For distribution license of medical devices, in vitro diagnostic medical devices and HHS are stipulated under Regulation of Minister of Health No. 62 Year 2017 (“RMH No.62/2017”).
The procedure of applying a new distribution license of medical devices, in vitro diagnostic medical devices and HHS can be made through INSW portal or through regalkes.kemkes.go.id and completed by the administrative requirements as described in annex which serves as an integral part of this ministerial regulation.
The General Director will assess and verify the administrative requirements regarding each of the applications of distribution license of medical devices, in vitro diagnostic medical devices and HHS.

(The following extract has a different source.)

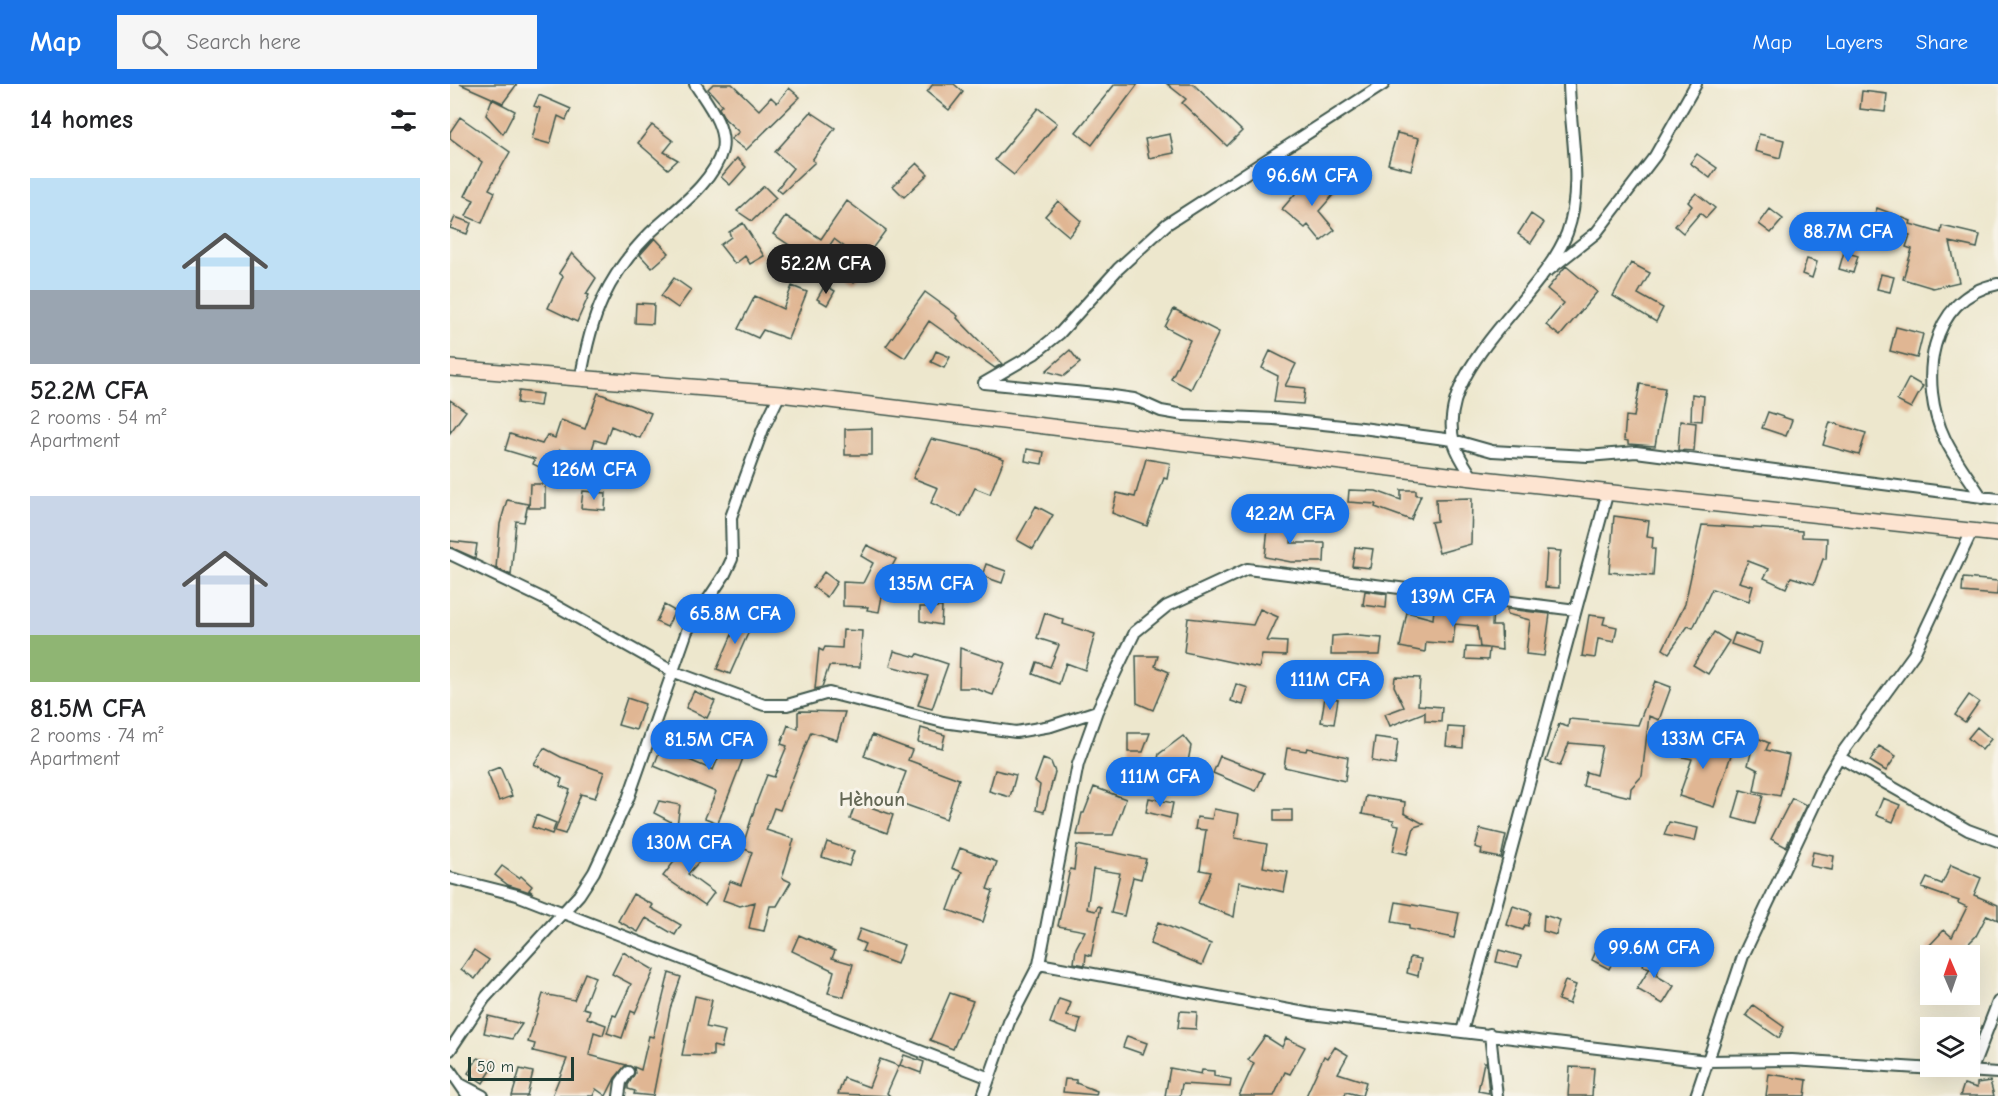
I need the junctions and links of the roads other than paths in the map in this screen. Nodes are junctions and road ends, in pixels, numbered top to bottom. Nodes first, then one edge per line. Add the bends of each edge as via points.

The validity period of distribution license is five years. If the distribution license’s holder would like to do an extension of the license, then the holder must submit the application no later than nine months before the expiry date.
The destruction of medical devices, in vitro diagnostic medical devices and HHS can be performed, if:
- It does not fulfill the safety and quality requirements to be use
- It is expired
- Its distribution license is revoked;
- It is manufactured and/or imported not according to the applicable law; or
- related to the criminal
Violation of the provision under RMH No.62/2017 may be subject to an administrative sanction which are a written notice, temporary suspension of the activities, and revocation of the distribution license.